Re: [Qemu-devel] [PATCH] Add a memory barrier to guest memory access function

Michael S. Tsirkin Mon, 21 May 2012 15:23:08 -0700

On Tue, May 22, 2012 at 07:58:17AM +1000, Benjamin Herrenschmidt wrote:
> On Mon, 2012-05-21 at 15:18 +0300, Michael S. Tsirkin wrote:
> 
> > > mb is more than just "read flush writes" (besides it's not a statement
> > > about flushing, it's a statement about ordering. whether it has a
> > > flushing side effect on x86 is a separate issue, it doesn't on power for
> > > example).
> > 
> > I referred to reads not bypassing writes on PCI.
> 
> Again, from which originator ? From a given initiator, nothing bypasses
> anything, so the right thing to do here is a full mb(). However, I
> suspect what you are talking about here is read -responses- not
> bypassing writes in the direction of the response (ie, the "flushing"
> semantic of reads) which is a different matter.


No. My spec says:
A3, A4
A Posted Request must be able to pass Non-Posted Requests to avoid
deadlocks.


> Also don't forget that
> this is only a semantic of PCI, not of the system fabric, ie, a device
> DMA read doesn't flush a CPU write that is still in that CPU store
> queue.

We need to emulate what hardware does IMO.
So if usb has different rules it needs a different barriers.


> > This is the real argument in my eyes: that we
> > should behave the way real hardware does.
> 
> But that doesn't really make much sense since we don't actually have a
> non-coherent bus sitting in the middle :-)
> 
> However we should as much as possible be observed to behave as such, I
> agree, though I don't think we need to bother too much about timings
> since we don't really have way to enforce the immediate visibility of
> stores within the coherent domain without a bunch of arch specific very
> very heavy hammers which we really don't want to wield at this point.
> 
> > > Real flushing out writes matters very much in real life in two very
> > > different contexts that tend to not affect emulation in qemu as much.
> > > 
> > > One is flushing write in the opposite direction (or rather, having the
> > > read response queued up behind those writes) which is critical to
> > > ensuring proper completion of DMAs after an LSI from a guest driver
> > > perspective on real HW typically.
> > > 
> > > The other classic case is to flush posted MMIO writes in order to ensure
> > > that a subsequent delay is respected.
> > > 
> > > Most of those don't actually matter when doing emulation. Besides a
> > > barrier won't provide you the second guarantee, you need a nastier
> > > construct at least on some architectures like power.
> > 
> > Exactly. This is what I was saying too.
> 
> Right and I'm reasonably sure that none of those above is our problem. 
> 
> As I said, at this point, what I want to sort out is purely the
> observable ordering of DMA transactions. The side effect of reads in one
> direction on writes in the other direction is an orthogonal problem
> which as I wrote above is probably not hurting us.
> 
> > > However, we do need to ensure that read and writes are properly ordered
> > > vs. each other (regardless of any "flush" semantic) or things could go
> > > very wrong on OO architectures (here too, my understanding on x86 is
> > > limited).
> > 
> > Right. Here's a compromize:
> > - add smp_rmb() on any DMA read
> > - add smp_wmb( on any DMA write
> > This is almost zero cost on x86 at least.
> > So we are not regressing existing setups.
> 
> And it's not correct. With that setup, DMA writes can pass DMA reads
> (and vice-versa) which doesn't correspond to the guarantees of the PCI
> spec.

Cite the spec please. Express spec matches this at least.

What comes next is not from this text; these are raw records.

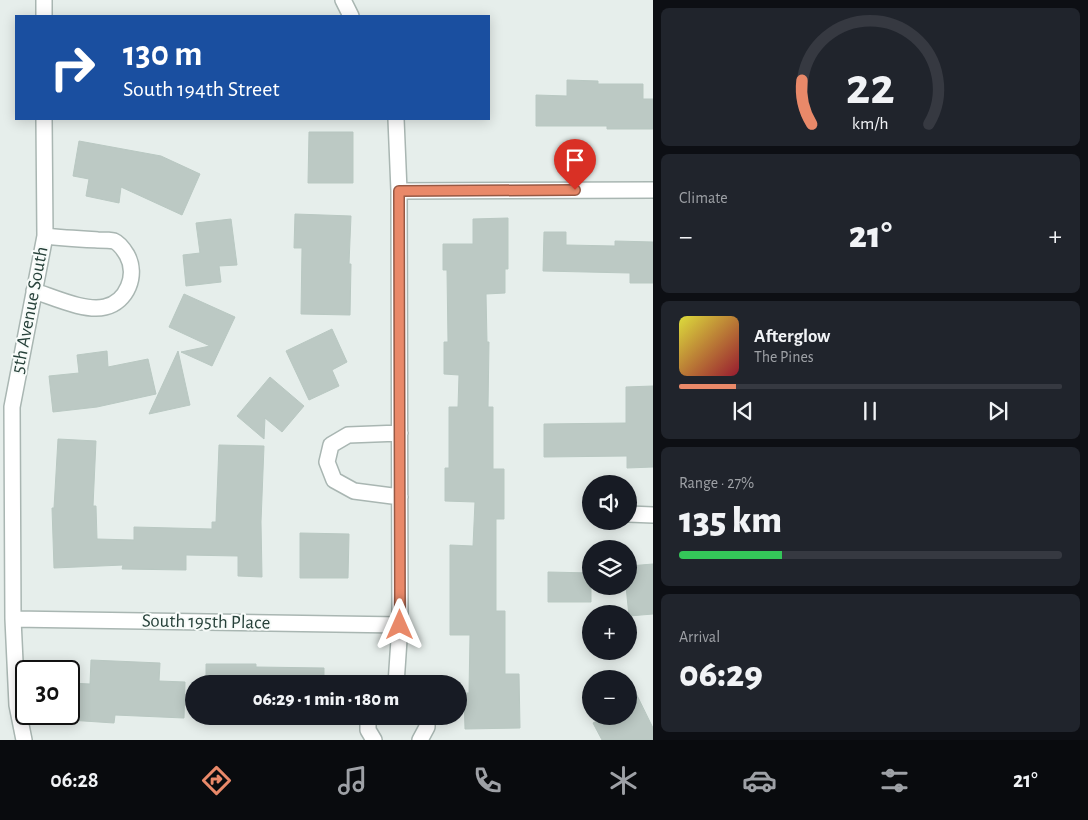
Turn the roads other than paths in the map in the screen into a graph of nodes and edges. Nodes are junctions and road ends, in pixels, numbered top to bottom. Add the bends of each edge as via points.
1 (44, 0) edge
2 (343, 0) edge
3 (44, 15) edge
4 (350, 15) edge
5 (44, 120) edge
6 (396, 120) edge
7 (653, 190) edge
8 (399, 191) junction
9 (44, 236) junction
10 (34, 291) junction
11 (400, 433) junction
12 (400, 497) junction
13 (637, 514) edge
14 (653, 515) edge
15 (13, 618) junction
16 (400, 625) junction
17 (397, 675) edge
18 (368, 725) edge
19 (427, 725) edge
20 (24, 740) edge
21 (374, 740) edge
22 (420, 740) edge

1 - 3 street
2 - 4 street
5 - 9 street, 5th Avenue South
6 - 8 street
7 - 8 street
8 - 11 street
9 - 10 street, 5th Avenue South
9 - 10 street via 114,241 130,260 130,285 116,303 94,309
10 - 15 street, 5th Avenue South via 12,407
11 - 12 street
11 - 12 street via 348,435 330,444 326,462 334,480 354,491
12 - 16 street
13 - 14 street
15 - 16 street, South 195th Place
15 - 20 street, 5th Avenue South via 17,705
16 - 17 street
18 - 21 street
19 - 22 street

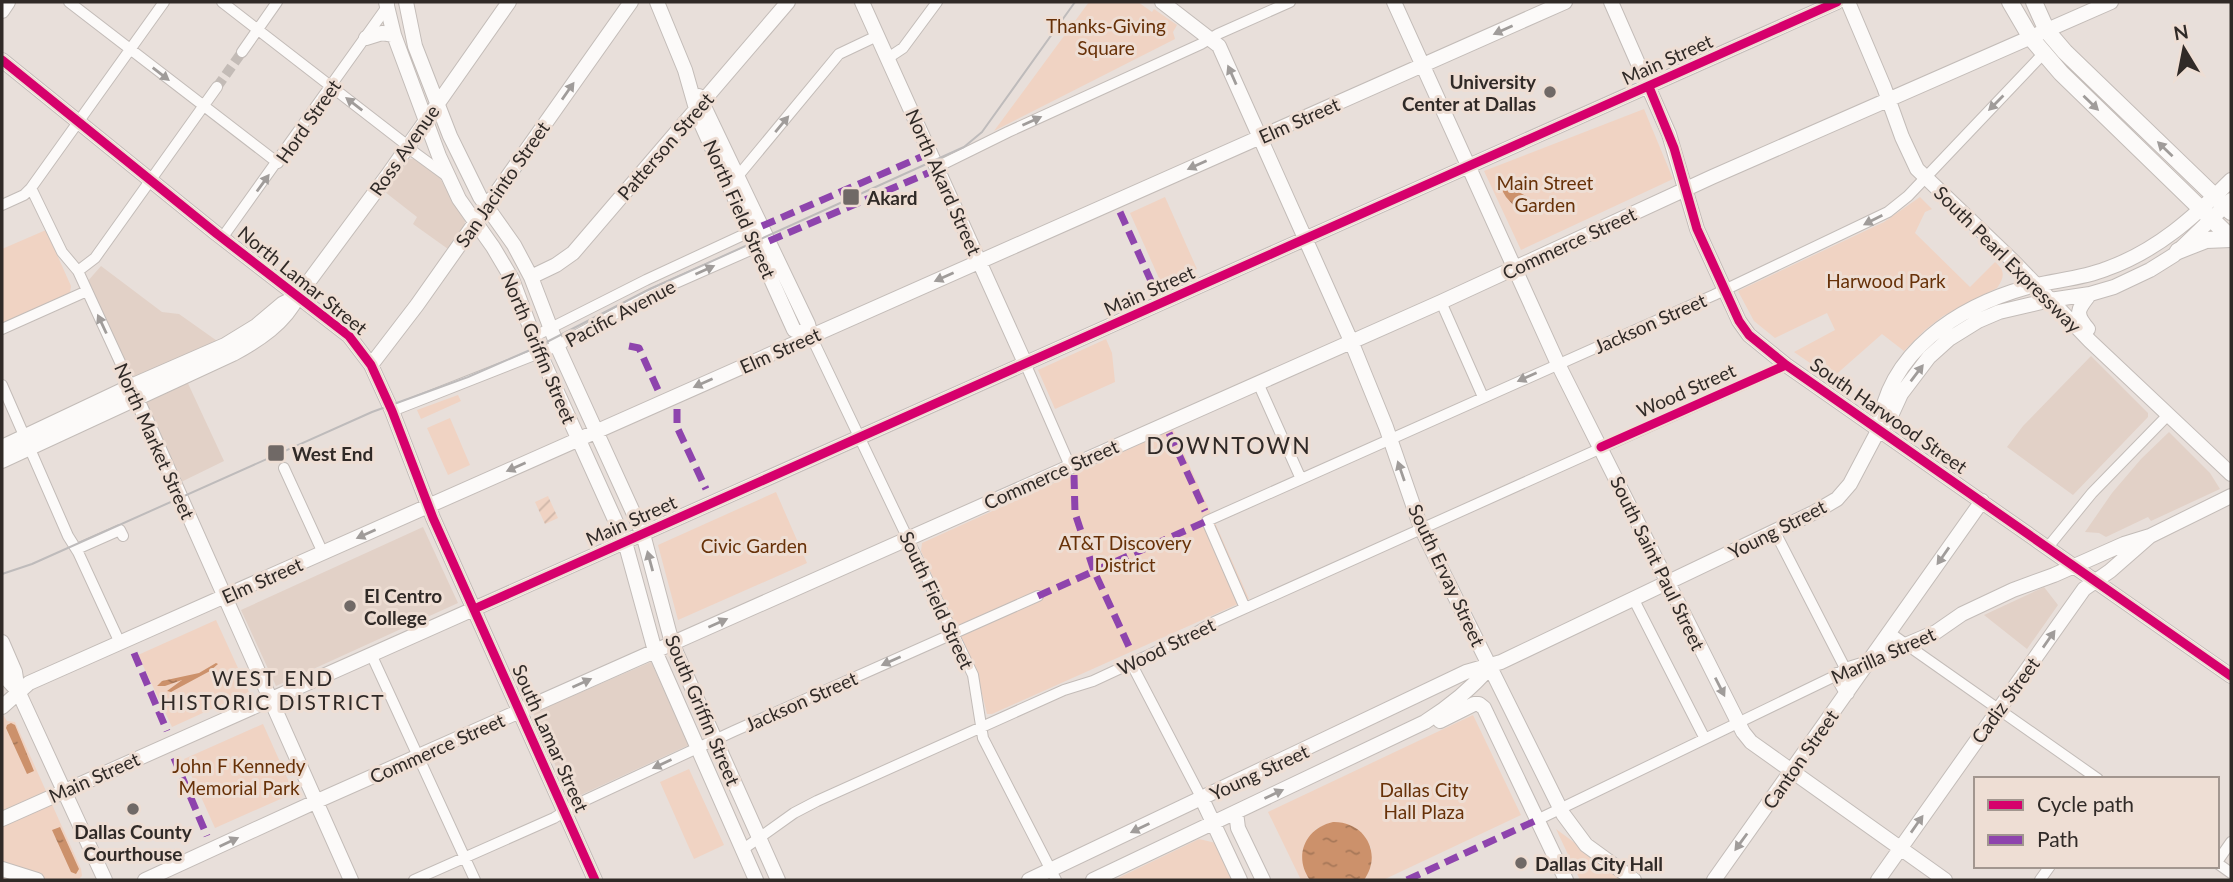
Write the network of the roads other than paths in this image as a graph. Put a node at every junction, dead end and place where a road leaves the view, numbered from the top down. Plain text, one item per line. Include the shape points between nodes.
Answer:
1 (8, 2) edge
2 (69, 2) edge
3 (163, 2) edge
4 (222, 2) edge
5 (277, 2) edge
6 (406, 2) edge
7 (509, 2) edge
8 (631, 2) edge
9 (657, 2) edge
10 (788, 2) edge
11 (862, 2) edge
12 (937, 2) edge
13 (1162, 2) edge
14 (1290, 2) edge
15 (1394, 2) edge
16 (1565, 2) edge
17 (1611, 2) edge
18 (1838, 2) edge
19 (1848, 2) edge
20 (2010, 2) edge
21 (2034, 2) edge
22 (2111, 2) edge
23 (388, 3) edge
24 (2, 11) edge
25 (257, 29) junction
26 (2047, 30) junction
27 (394, 35) junction
28 (877, 36) junction
29 (366, 38) junction
30 (1210, 38) junction
31 (2031, 38) junction
32 (128, 49) junction
33 (242, 52) tunnel mouth
34 (2043, 54) junction
35 (888, 58) junction
36 (2, 60) edge
37 (1423, 65) junction
38 (217, 87) tunnel mouth
39 (331, 87) junction
40 (1649, 87) junction
41 (1889, 100) junction
42 (437, 103) junction
43 (699, 106) junction
44 (203, 107) junction
45 (425, 120) junction
46 (77, 122) junction
47 (1259, 137) junction
48 (407, 147) junction
49 (278, 163) junction
50 (1469, 165) junction
51 (937, 167) junction
52 (738, 176) junction
53 (448, 177) junction
54 (1925, 177) junction
55 (2231, 180) edge
56 (151, 181) junction
57 (31, 188) junction
58 (1686, 189) junction
59 (2226, 204) edge
60 (2, 205) edge
61 (487, 207) junction
62 (2206, 214) junction
63 (476, 223) junction
64 (756, 229) junction
65 (222, 238) junction
66 (2231, 238) edge
67 (1305, 240) junction
68 (763, 244) junction
69 (2178, 251) junction
70 (979, 261) junction
71 (2014, 262) junction
72 (1515, 267) junction
73 (78, 271) junction
74 (531, 276) junction
75 (2037, 285) junction
76 (1724, 290) junction
77 (87, 291) junction
78 (2090, 294) junction
79 (2003, 295) junction
80 (298, 296) junction
81 (2050, 300) junction
82 (1441, 302) junction
83 (2, 329) edge
84 (551, 329) junction
85 (811, 336) junction
86 (533, 337) junction
87 (1351, 341) junction
88 (557, 346) junction
89 (2104, 353) junction
90 (540, 354) junction
91 (1025, 363) junction
92 (1558, 364) junction
93 (371, 365) junction
94 (1786, 365) junction
95 (1258, 383) junction
96 (2, 386) edge
97 (133, 392) junction
98 (1483, 397) junction
99 (391, 411) junction
100 (2168, 415) junction
101 (1879, 429) junction
102 (596, 431) junction
103 (860, 437) junction
104 (1390, 438) junction
105 (579, 439) junction
106 (26, 442) junction
107 (2, 447) edge
108 (1601, 447) junction
109 (2, 461) edge
110 (1070, 466) junction
111 (284, 468) dead end
112 (2231, 474) edge
113 (1301, 479) junction
114 (2231, 496) edge
115 (1982, 501) junction
116 (428, 506) junction
117 (1421, 528) junction
118 (1775, 532) junction
119 (643, 534) junction
120 (2150, 536) junction
121 (123, 537) dead end
122 (908, 539) junction
123 (625, 542) junction
124 (2048, 547) junction
125 (77, 549) junction
126 (323, 553) junction
127 (2074, 565) junction
128 (2096, 580) junction
129 (1667, 583) junction
130 (1038, 596) dead end
131 (224, 597) junction
132 (1633, 598) junction
133 (1245, 608) junction
134 (474, 610) junction
135 (954, 633) junction
136 (1890, 633) junction
137 (2, 642) edge
138 (120, 643) junction
139 (672, 643) junction
140 (1907, 645) junction
141 (655, 651) junction
142 (371, 654) junction
143 (1869, 661) junction
144 (1131, 663) junction
145 (1490, 667) junction
146 (2, 669) edge
147 (1841, 672) junction
148 (2230, 673) edge
149 (18, 691) junction
150 (1847, 693) junction
151 (270, 700) junction
152 (2, 707) edge
153 (1998, 710) junction
154 (520, 711) junction
155 (1737, 722) junction
156 (982, 727) junction
157 (1400, 736) junction
158 (1704, 737) junction
159 (714, 740) junction
160 (697, 748) junction
161 (418, 757) junction
162 (1792, 771) junction
163 (2095, 777) edge
164 (65, 790) junction
165 (1202, 799) junction
166 (315, 802) junction
167 (1559, 808) junction
168 (564, 811) junction
169 (1236, 812) junction
170 (2, 819) edge
171 (1536, 820) junction
172 (1213, 822) junction
173 (758, 837) junction
174 (2231, 842) edge
175 (1900, 848) junction
176 (742, 850) junction
177 (464, 858) junction
178 (2219, 859) edge
179 (2, 869) edge
180 (1053, 875) edge
181 (37, 880) edge
182 (105, 880) edge
183 (145, 880) edge
184 (351, 880) edge
185 (414, 880) edge
186 (475, 880) edge
187 (595, 880) edge
188 (756, 880) edge
189 (778, 880) edge
190 (1029, 880) edge
191 (1093, 880) edge
192 (1240, 880) edge
193 (1263, 880) edge
194 (1566, 880) edge
195 (1634, 880) edge
196 (1714, 880) edge
197 (1878, 880) edge
198 (1945, 880) edge

1 - 24 main road
2 - 32 street
3 - 32 street
4 - 25 street
5 - 25 street
6 - 42 main road, North Griffin Street via 415,46
7 - 42 main road, Ross Avenue
61 -> 8 main road, San Jacinto Street
9 - 43 main road, North Field Street
10 - 43 main road, Patterson Street
11 - 28 main road, North Akard Street
12 - 35 street via 903,48
13 - 30 main road
14 - 30 street
15 - 37 main road, South Saint Paul Street
16 -> 37 main road, Elm Street
17 - 40 main road, South Harwood Street
18 - 40 main road, Main Street
19 - 41 main road, South Pearl Expressway
20 - 31 main road
21 - 26 main road
22 - 26 main road, Commerce Street
23 - 27 main road, North Griffin Street
23 - 29 street, Hord Street
25 - 33 street
25 - 39 street
26 - 31 main road, Commerce Street
59 -> 26 main road
27 - 29 main road
27 - 45 main road, North Griffin Street
28 - 35 main road, North Akard Street
52 -> 28 street via 839,54
29 - 39 street, Hord Street
47 -> 30 main road, South Ervay Street via 1219,46
51 -> 30 street
31 - 34 main road
31 - 41 main road, Commerce Street
32 -> 44 street
32 - 46 street
34 -> 54 street, Jackson Street
34 -> 62 main road
35 - 51 main road, North Akard Street
36 - 46 main road, North Lamar Street
37 - 47 main road, Elm Street
37 - 50 main road, South Saint Paul Street
38 - 44 street
48 -> 39 street
39 - 49 street, Hord Street
40 - 50 main road, Main Street
40 - 58 main road, South Harwood Street
41 - 54 main road, South Pearl Expressway via 1913,162
41 - 58 main road, Commerce Street
42 - 45 main road, Ross Avenue
42 - 61 main road, North Griffin Street
43 - 52 main road, North Field Street
43 - 64 main road, North Field Street
43 - 74 main road, Patterson Street via 565,260
44 - 49 street
44 - 56 street
45 - 48 main road, Ross Avenue
45 - 53 main road, North Griffin Street
46 - 56 main road, North Lamar Street
46 - 57 street
47 - 67 main road, South Ervay Street
47 -> 70 main road, Elm Street
48 - 53 street
48 - 80 main road, Ross Avenue
65 -> 49 street, Hord Street
50 - 67 main road, Main Street
50 - 72 main road, South Saint Paul Street
51 - 70 main road, North Akard Street
52 - 64 main road, North Field Street
53 - 63 main road, North Griffin Street
54 - 71 main road, South Pearl Expressway
54 -> 76 street, Jackson Street via 1888,212
55 - 59 main road
56 - 65 main road, North Lamar Street
56 - 73 street via 95,258
57 - 60 street
57 - 73 street, North Market Street via 62,252
58 - 72 main road, Commerce Street
58 - 76 main road, South Harwood Street via 1697,229
59 - 62 main road
61 - 63 main road, San Jacinto Street
61 - 74 main road, North Griffin Street
62 - 66 main road
62 - 69 main road
62 - 75 main road via 2122,263
63 - 86 main road, North Griffin Street via 512,279
63 - 93 main road, San Jacinto Street
64 - 68 main road, North Field Street
64 - 84 street, Pacific Avenue
65 - 80 main road, North Lamar Street
66 - 69 main road via 2206,240
67 - 87 main road, South Ervay Street
67 - 91 main road, Main Street
68 - 85 main road, North Field Street
88 -> 68 street, Pacific Avenue via 653,293
69 - 78 main road via 2138,276
70 -> 85 main road, Elm Street
70 - 91 main road, North Akard Street
71 - 75 main road, South Pearl Expressway
71 - 79 main road
72 - 82 main road, Commerce Street
72 - 92 main road, South Saint Paul Street
73 - 77 street, North Market Street
74 - 84 main road, North Griffin Street
75 - 79 main road, Young Street
75 - 81 main road, South Pearl Expressway
76 - 92 street, Jackson Street
76 - 94 main road, South Harwood Street via 1745,331
77 - 83 street
97 -> 77 street, North Market Street
78 - 81 main road
78 - 89 main road via 2079,308 2080,320
79 - 101 main road, Young Street via 1946,323 1912,355 1882,404
80 - 93 main road, North Lamar Street via 349,336
80 - 97 main road, Ross Avenue via 205,360
81 - 89 main road, South Pearl Expressway
101 -> 81 main road, Young Street via 1915,374 1949,339 1999,312
82 - 87 main road, Commerce Street
82 - 98 street
84 - 86 street, Pacific Avenue
84 - 88 main road, North Griffin Street
85 -> 102 main road, Elm Street
85 - 103 street, North Field Street
86 - 90 main road, North Griffin Street
87 - 95 main road, Commerce Street
87 - 104 main road, South Ervay Street
88 - 90 street, Pacific Avenue
88 - 102 main road, North Griffin Street
89 - 100 main road, South Pearl Expressway
90 - 99 street, Pacific Avenue
90 - 105 main road, North Griffin Street
91 - 103 main road, Main Street
91 - 110 street
92 -> 98 street, Jackson Street
92 - 108 main road, South Saint Paul Street
93 - 99 main road, North Lamar Street
94 - 101 main road, South Harwood Street
94 - 108 street, Wood Street
95 - 110 main road, Commerce Street
95 - 113 street
96 - 106 street
97 - 106 main road, Ross Avenue
97 - 131 main road, North Market Street
98 - 104 street, Jackson Street
99 - 116 main road, North Lamar Street
100 - 112 main road, South Pearl Expressway
100 - 124 street via 2092,493
101 - 115 main road, South Harwood Street
101 - 118 main road, Young Street via 1843,493
102 - 105 main road, Elm Street
102 - 119 main road, North Griffin Street
103 - 119 main road, Main Street
103 - 122 street, South Field Street
104 - 113 street, Jackson Street
117 -> 104 main road, South Ervay Street
105 -> 116 main road, Elm Street
105 - 123 main road, North Griffin Street
106 - 107 main road, Ross Avenue
106 - 109 main road, Ross Avenue
106 - 125 street
108 - 117 street, Wood Street
108 - 129 main road, South Saint Paul Street
110 - 122 main road, Commerce Street
111 - 126 street
113 - 133 street, Jackson Street via 1207,521
114 - 120 main road, Marilla Street
115 - 124 main road, South Harwood Street
115 -> 136 main road, Canton Street
116 -> 126 main road, Elm Street
116 - 134 main road, North Lamar Street
117 - 133 street, Wood Street
117 - 145 main road, South Ervay Street
118 - 129 main road, Young Street
118 - 147 street
119 - 123 main road, Main Street
139 -> 119 main road, South Griffin Street
120 - 127 main road, Marilla Street
120 - 128 main road, Cadiz Street
121 - 125 street via 120,530
122 - 135 street, South Field Street
139 -> 122 main road, Commerce Street
123 - 134 main road, Main Street
123 - 141 main road, South Griffin Street
124 - 127 main road, South Harwood Street
125 - 138 street
126 - 131 main road, Elm Street
127 - 128 main road, South Harwood Street
127 - 140 main road, Marilla Street via 1962,614
128 - 148 main road, South Harwood Street
153 -> 128 main road, Cadiz Street via 2084,589
129 - 132 main road, Young Street
129 -> 155 main road, South Saint Paul Street
130 - 135 street, Jackson Street
131 - 138 main road, Elm Street
131 - 151 main road, North Market Street
132 - 145 main road, Young Street
132 - 158 street
133 - 144 street, Wood Street
134 - 142 main road, Main Street
134 - 154 main road, South Lamar Street
135 - 156 street, South Field Street via 973,676
135 -> 159 street, Jackson Street
136 - 140 street
136 - 143 main road, Canton Street
137 - 149 main road
138 - 149 main road, Elm Street
139 - 141 main road, Commerce Street
139 - 159 main road, South Griffin Street
140 - 143 main road, Marilla Street
140 - 153 street
154 -> 141 main road, Commerce Street
141 - 160 main road, South Griffin Street
142 - 151 main road, Main Street
142 - 161 street
143 - 147 street, Marilla Street
143 - 150 main road, Canton Street
144 - 156 street, Wood Street
144 - 165 street
145 - 157 main road, Young Street via 1445,710
145 - 165 main road, Young Street via 1466,672
145 - 167 main road, South Ervay Street
146 - 149 main road
147 - 150 main road
147 - 155 street, Marilla Street
149 - 152 main road, Elm Street
149 - 164 main road
150 - 162 main road, Canton Street
151 - 164 main road, Main Street
151 - 166 main road, North Market Street
153 - 163 street
175 -> 153 main road, Cadiz Street
154 - 161 main road, Commerce Street
154 - 168 main road, South Lamar Street
155 - 158 street, Marilla Street
155 - 162 main road, South Saint Paul Street via 1751,742
156 - 173 street, Wood Street via 817,801
156 - 180 street, South Field Street via 983,738
169 -> 157 main road, Young Street
157 - 171 main road via 1474,704 1482,706
158 - 167 street, Marilla Street
159 - 160 street, Jackson Street
159 - 173 main road, South Griffin Street
160 -> 168 street, Jackson Street
160 - 176 main road, South Griffin Street
161 - 166 main road, Commerce Street
161 - 177 street
162 - 175 main road, South Saint Paul Street
162 -> 196 main road, Canton Street
164 - 170 main road, Main Street
164 - 182 main road
165 - 172 main road
165 -> 180 main road, Young Street
183 -> 166 main road, Commerce Street
166 - 184 main road, North Market Street
167 - 171 street, Marilla Street
167 - 195 main road, South Ervay Street via 1586,845
168 - 177 street, Jackson Street
168 - 187 main road, South Lamar Street
169 - 172 main road, Young Street
169 - 193 main road via 1238,828
171 - 194 main road
172 - 191 main road, Young Street
172 - 192 main road
173 - 176 street, Wood Street
173 - 189 main road, South Griffin Street
174 - 178 street
175 - 197 main road, Cadiz Street
175 - 198 main road, South Saint Paul Street
176 - 188 main road, South Griffin Street
177 - 185 street, Jackson Street
177 - 186 street
179 - 181 main road
180 - 190 main road, Young Street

> The question I suppose is whether this is a problem in practice...
> 
> > Are there any places where devices do read after write?
> 
> It's possible, things like update of a descriptor followed by reading of
> the next one, etc...  I don't have an example hot in mind right know of
> a device that would be hurt but I'm a bit nervous as this would be a
> violation of the PCI guaranteed ordering.
> 
> > My preferred way is to find them and do pci_dma_flush() invoking
> > smp_mb(). If there is such a case it's likely on datapath anyway
> > so we do care.
> > 
> > But I can also live with a global flag "latest_dma_read"
> > and on read we could do
> >     if (unlikely(latest_dma_read))
> >             smp_mb();
> > 
> > if you really insist on it
> > though I do think it's inelegant.
> 
> Again, why do you object on simply making the default accessors fully
> ordered ? Do you think it will be a measurable different in most cases ?
> 
> Shouldn't we measure it first ?

It's a lot of work. We measured the effect for virtio in
the past. I don't think we need to redo it.

> > You said above x86 is unaffected. This is portability, not safety.
> 
> x86 is unaffected by the missing wmb/rmb, it might not be unaffected by
> the missing ordering between loads and stores, I don't know, as I said,
> I don't fully know the x86 memory model.

You don't need to understand it. Assume memory-barriers.h is correct.

> In any case, opposing "portability" to "safety" the way you do it means
> you are making assumptions that basically "qemu is written for x86 and
> nothing else matters".

No. But find a way to fix power without hurting working setups.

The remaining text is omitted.